Convém relembrar que independentemente de quem exerce o poder executivo neste domínio, quem executa essas políticas no terreno são os municípios e estes assentam a sua atuação na defesa da saúde pública, da defesa do meio ambiente e da defesa da segurança e tranquilidade das pessoas.
Dentro das suas competências, o município de Alcochete, ao longo dos últimos anos apostou fortemente nesta área, não apenas na capacitação técnica ao nível dos seus recursos humanos, na requalificação de infraestruturas (obra em curso) de ampliação e renovação do Centro de Recolha Oficial de Animais de Alcochete, mas também, através da concretização do Programa CED (Captura, Esterilização e Devolução) e campanhas de adoção em estreita colaboração com as Associações Zoófilas locais.

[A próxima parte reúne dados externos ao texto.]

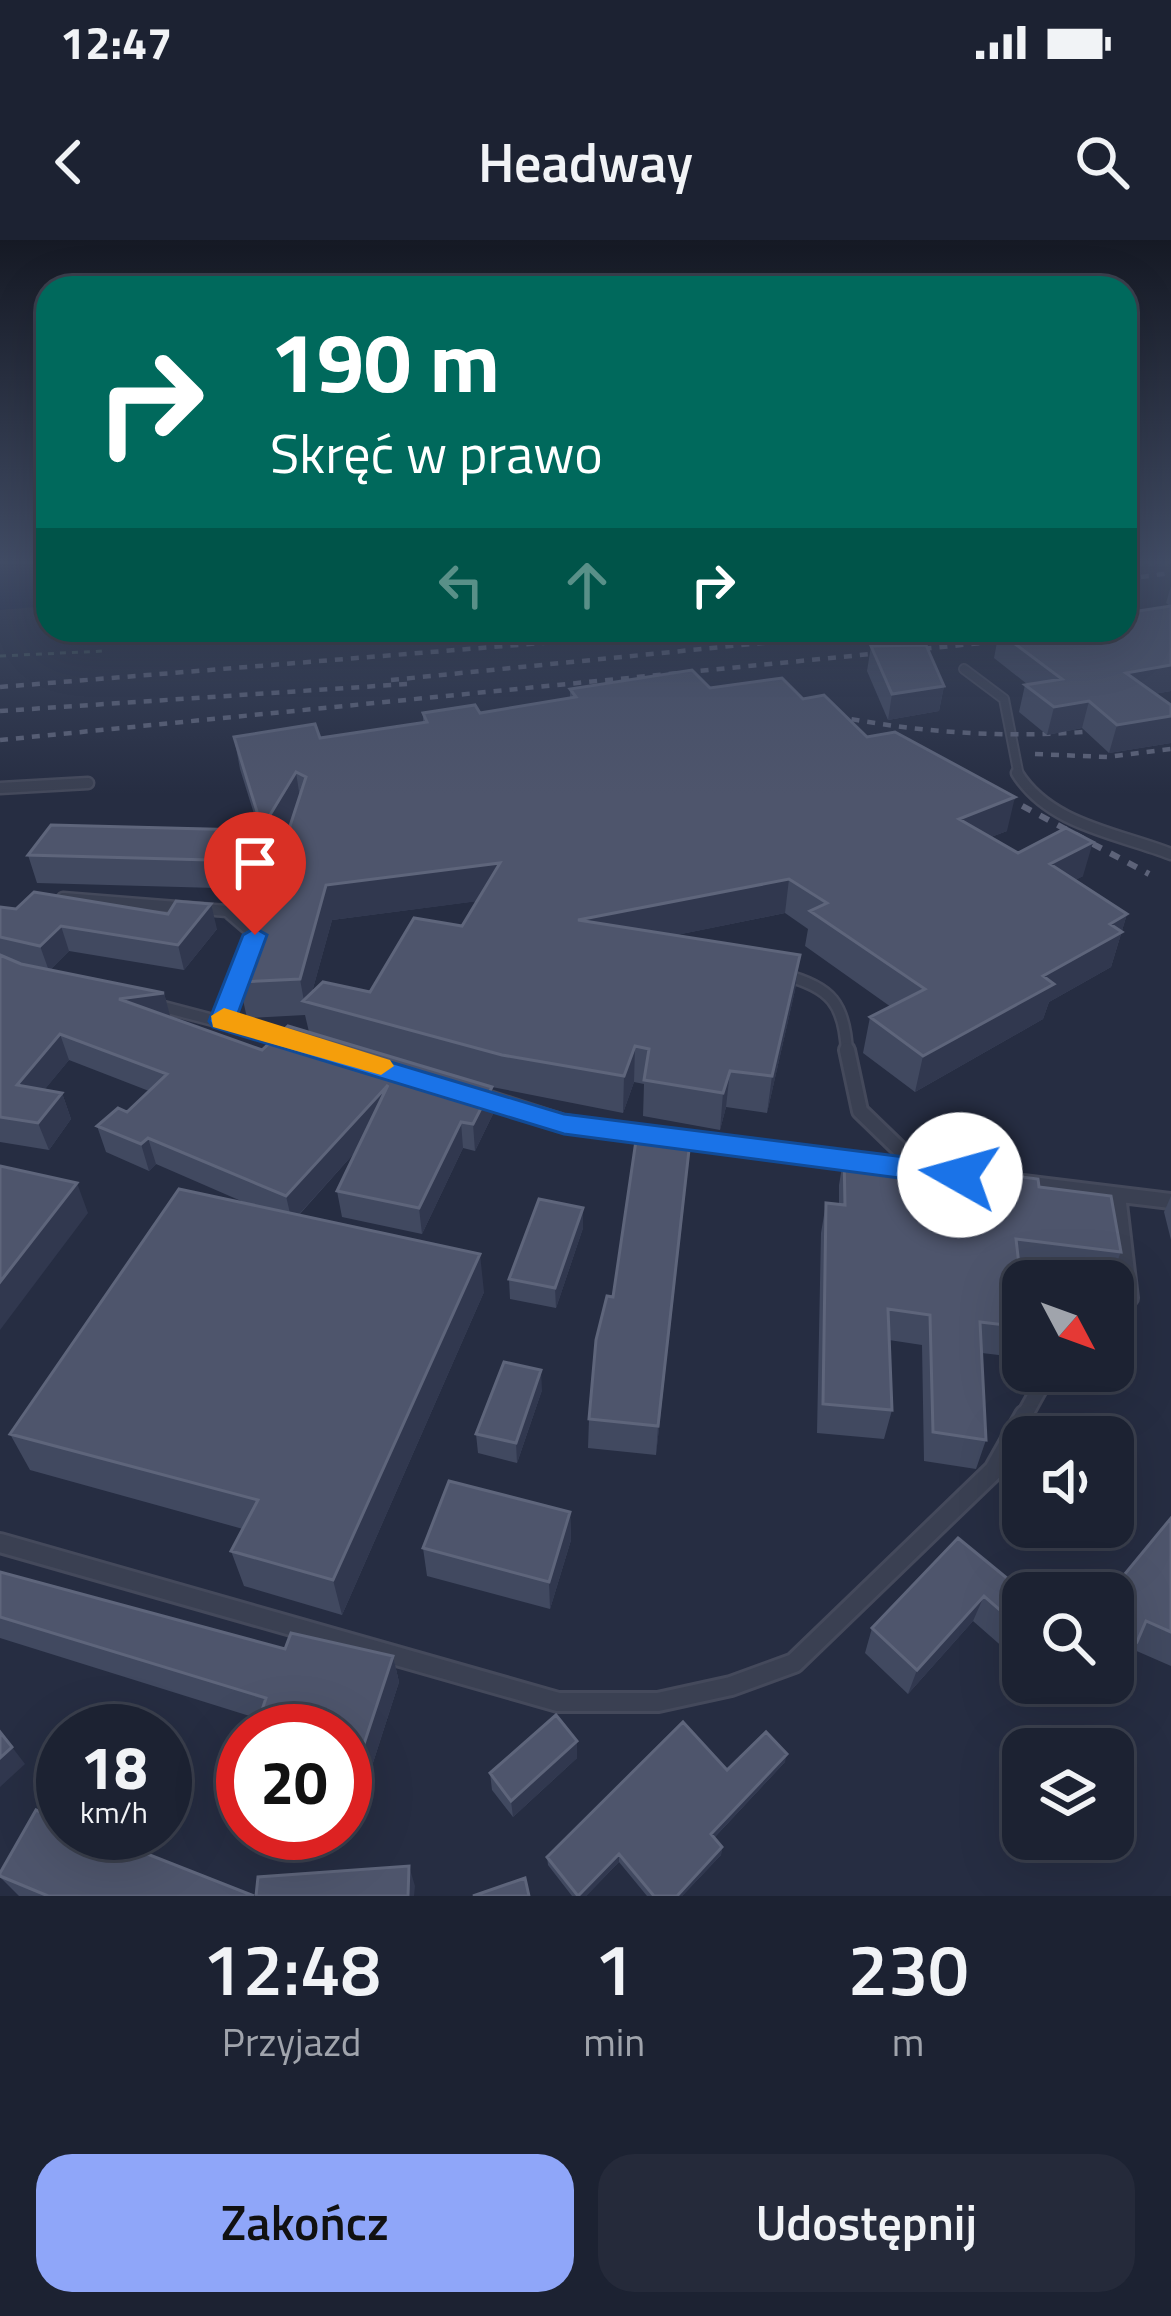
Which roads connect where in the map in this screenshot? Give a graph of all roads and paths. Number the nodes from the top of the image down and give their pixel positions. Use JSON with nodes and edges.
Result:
{"nodes":[{"id":1,"x":104,"y":651,"type":"dead end"},
{"id":2,"x":0,"y":656,"type":"edge"},
{"id":3,"x":964,"y":669,"type":"dead end"},
{"id":4,"x":88,"y":783,"type":"dead end"},
{"id":5,"x":0,"y":788,"type":"edge"},
{"id":6,"x":1171,"y":854,"type":"edge"},
{"id":7,"x":56,"y":897,"type":"edge"},
{"id":8,"x":764,"y":972,"type":"edge"},
{"id":9,"x":136,"y":1000,"type":"edge"},
{"id":10,"x":222,"y":1021,"type":"junction"},
{"id":11,"x":313,"y":1046,"type":"edge"},
{"id":12,"x":467,"y":1092,"type":"edge"},
{"id":13,"x":875,"y":1164,"type":"edge"},
{"id":14,"x":898,"y":1167,"type":"edge"},
{"id":15,"x":921,"y":1170,"type":"junction"},
{"id":16,"x":943,"y":1173,"type":"edge"},
{"id":17,"x":1009,"y":1181,"type":"edge"},
{"id":18,"x":1118,"y":1195,"type":"junction"},
{"id":19,"x":1171,"y":1201,"type":"edge"},
{"id":20,"x":1126,"y":1260,"type":"edge"},
{"id":21,"x":1037,"y":1392,"type":"edge"},
{"id":22,"x":0,"y":1543,"type":"edge"}],
"edges":[{"from":1,"to":2,"type":"path"},
{"from":3,"to":6,"type":"lane"},
{"from":4,"to":5,"type":"lane"},
{"from":7,"to":10,"type":"lane"},
{"from":8,"to":15,"type":"lane"},
{"from":9,"to":10,"type":"lane"},
{"from":10,"to":11,"type":"lane"},
{"from":12,"to":13,"type":"lane"},
{"from":14,"to":15,"type":"lane"},
{"from":15,"to":16,"type":"lane"},
{"from":17,"to":18,"type":"lane"},
{"from":18,"to":19,"type":"lane"},
{"from":18,"to":20,"type":"lane"},
{"from":21,"to":22,"type":"lane"}]}
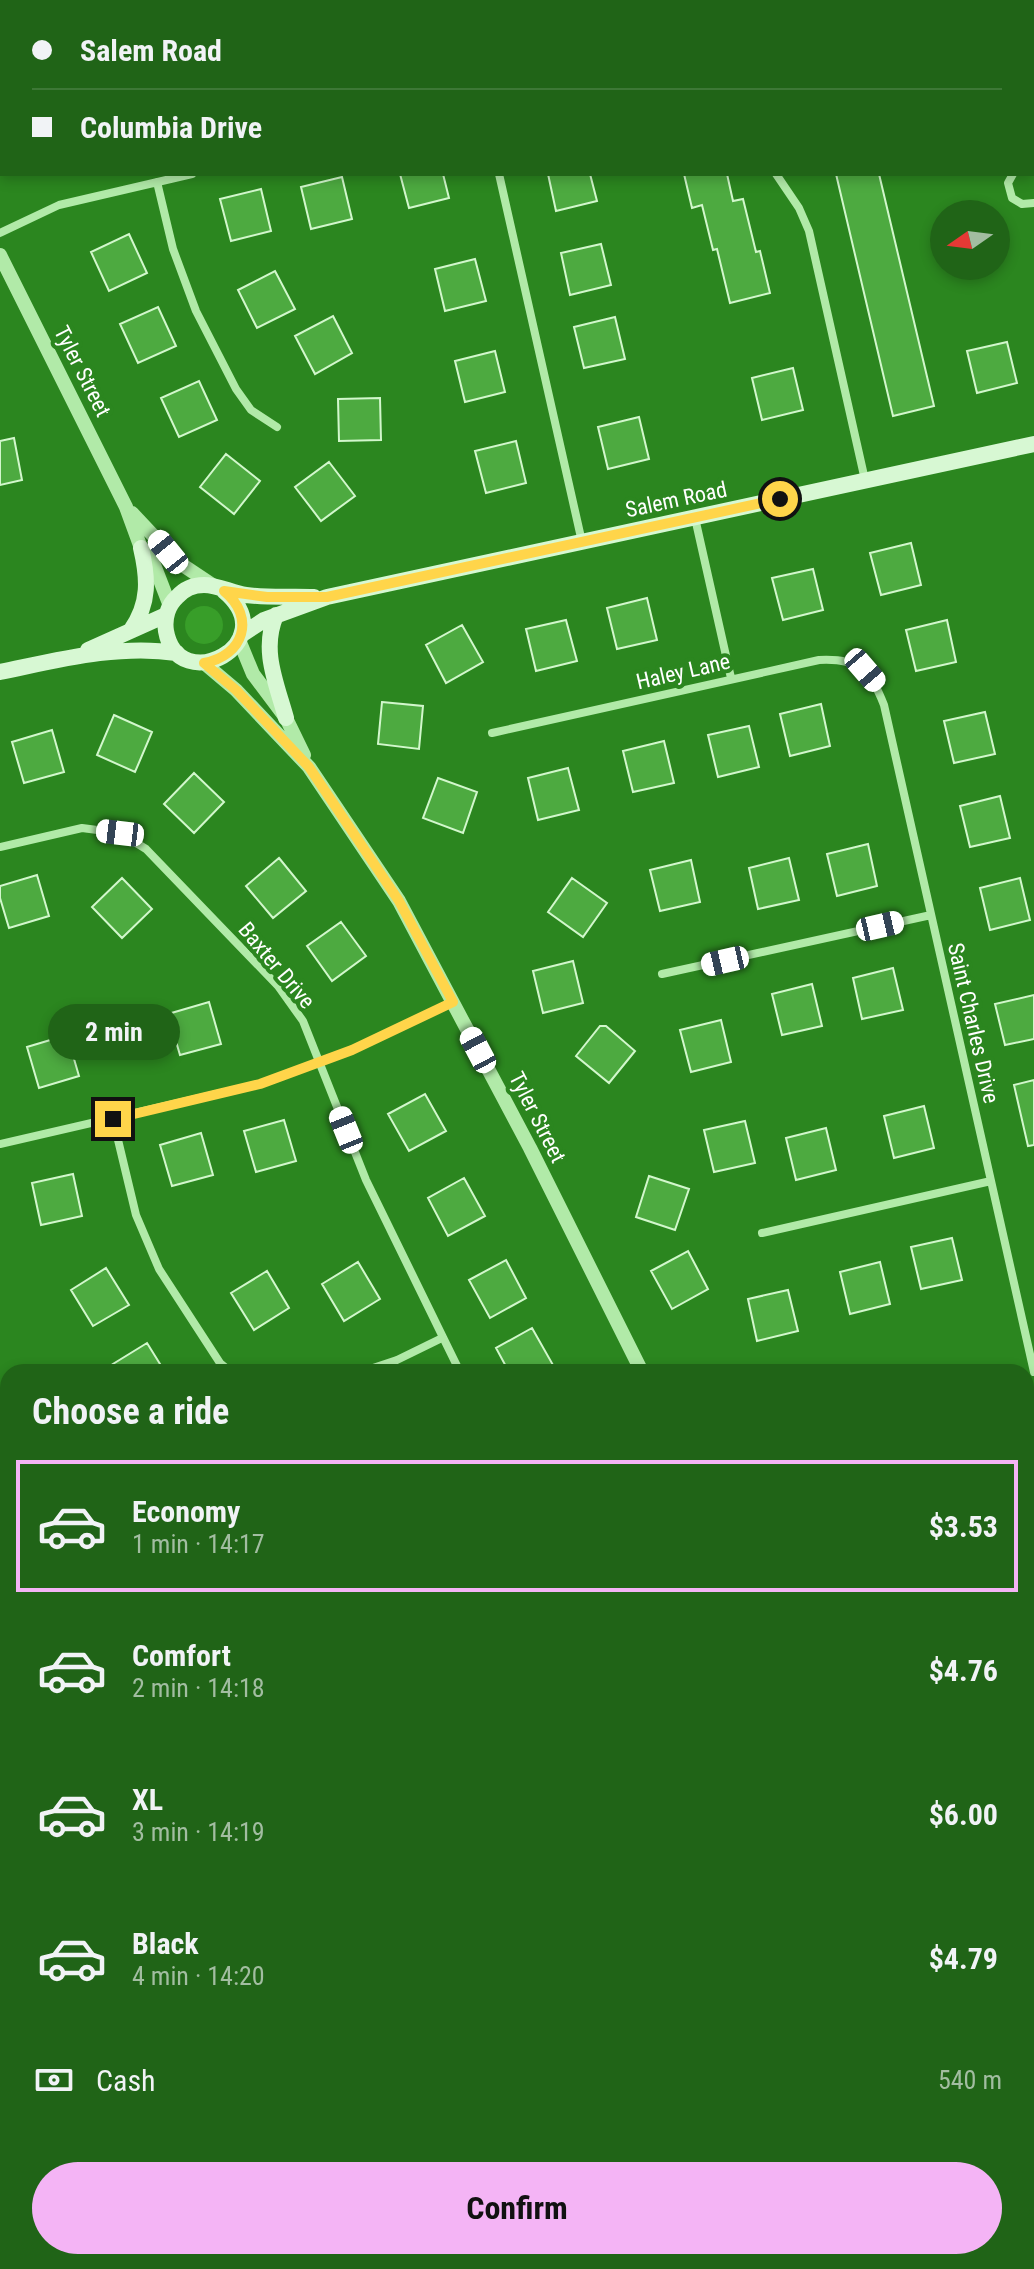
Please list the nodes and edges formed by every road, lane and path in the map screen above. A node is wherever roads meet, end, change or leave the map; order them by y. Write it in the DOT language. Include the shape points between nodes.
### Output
graph roads {
  1 [pos="183,176"];
  2 [pos="499,176"];
  3 [pos="777,176"];
  4 [pos="1012,176"];
  5 [pos="157,182"];
  6 [pos="1034,203"];
  7 [pos="0,233"];
  8 [pos="0,255"];
  9 [pos="277,427"];
  10 [pos="1034,444"];
  11 [pos="865,480"];
  12 [pos="126,507"];
  13 [pos="695,518"];
  14 [pos="582,542"];
  15 [pos="141,548"];
  16 [pos="219,588"];
  17 [pos="327,597"];
  18 [pos="168,610"];
  19 [pos="276,615"];
  20 [pos="130,631"];
  21 [pos="240,638"];
  22 [pos="177,653"];
  23 [pos="76,656"];
  24 [pos="204,663"];
  25 [pos="0,672"];
  26 [pos="731,678"];
  27 [pos="875,682"];
  28 [pos="286,718"];
  29 [pos="492,733"];
  30 [pos="309,767"];
  31 [pos="0,847"];
  32 [pos="931,915"];
  33 [pos="662,974"];
  34 [pos="453,1002"];
  35 [pos="319,1062"];
  36 [pos="113,1119"];
  37 [pos="0,1144"];
  38 [pos="991,1181"];
  39 [pos="762,1233"];
  40 [pos="442,1338"];
  41 [pos="221,1364"];
  42 [pos="385,1364"];
  43 [pos="456,1364"];
  44 [pos="638,1364"];
  45 [pos="1032,1364"];
  1 -- 5 [label="street"];
  2 -- 14 [label="street"];
  3 -- 11 [label="street" via="809,231"];
  4 -- 6 [label="street" via="1012,198"];
  5 -- 7 [label="street" via="59,205"];
  5 -- 9 [label="street" via="173,249 196,311 236,389 251,410"];
  8 -- 12 [label="street, Tyler Street"];
  10 -- 11 [label="main road, Salem Road"];
  11 -- 13 [label="main road, Salem Road"];
  12 -- 15 [label="street, Tyler Street"];
  12 -- 16 [label="street, Tyler Street" via="178,562"];
  13 -- 14 [label="main road, Salem Road"];
  13 -- 26 [label="street"];
  14 -- 17 [label="main road, Salem Road"];
  15 -- 18 [label="street, Tyler Street" via="153,562"];
  15 -- 20 [label="main road" via="145,600"];
  16 -- 17 [label="main road, Salem Road" via="267,597"];
  16 -- 18 [label="main road" via="193,586"];
  16 -- 21 [label="main road" via="240,610"];
  17 -- 19 [label="main road, Salem Road"];
  18 -- 20 [label="main road"];
  18 -- 22 [label="main road" via="166,630"];
  19 -- 21 [label="main road, Salem Road"];
  19 -- 28 [label="main road" via="268,645"];
  20 -- 23 [label="main road"];
  21 -- 24 [label="main road" via="227,655"];
  21 -- 28 [label="street, Tyler Street" via="253,674"];
  22 -- 23 [label="main road" via="148,649"];
  22 -- 24 [label="main road"];
  23 -- 25 [label="main road"];
  24 -- 30 [label="street, Tyler Street"];
  26 -- 27 [label="street, Haley Lane" via="837,659 852,662"];
  26 -- 29 [label="street, Haley Lane"];
  27 -- 32 [label="street, Saint Charles Drive"];
  28 -- 30 [label="street, Tyler Street"];
  30 -- 34 [label="street, Tyler Street" via="399,901"];
  31 -- 35 [label="street, Baxter Drive" via="82,828 120,833 146,849 278,986 303,1021"];
  32 -- 33 [label="street"];
  32 -- 38 [label="street, Saint Charles Drive"];
  34 -- 35 [label="street"];
  34 -- 44 [label="street, Tyler Street"];
  35 -- 36 [label="street" via="260,1084"];
  35 -- 40 [label="street, Baxter Drive" via="366,1180"];
  36 -- 37 [label="street"];
  36 -- 41 [label="street" via="136,1215 159,1269"];
  38 -- 39 [label="street"];
  38 -- 45 [label="street, Saint Charles Drive"];
  40 -- 42 [label="street"];
  40 -- 43 [label="street, Baxter Drive"];
}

Como autarca com o Pelouro de Saúde Pública encaro com reservas todo este novo quadro de política pública, verificando que nele persiste uma política de agradar a clientelas, menosprezando o conhecimento científico e técnico adquirido ao longo de muito anos, com a agravante daqui resultar a perpetuação do problema dos animais errantes e uma política que não visa assegurar, primeiro que tudo, a saúde e a segurança das pessoas.
O que está prestes a acontecer em Portugal é preocupante.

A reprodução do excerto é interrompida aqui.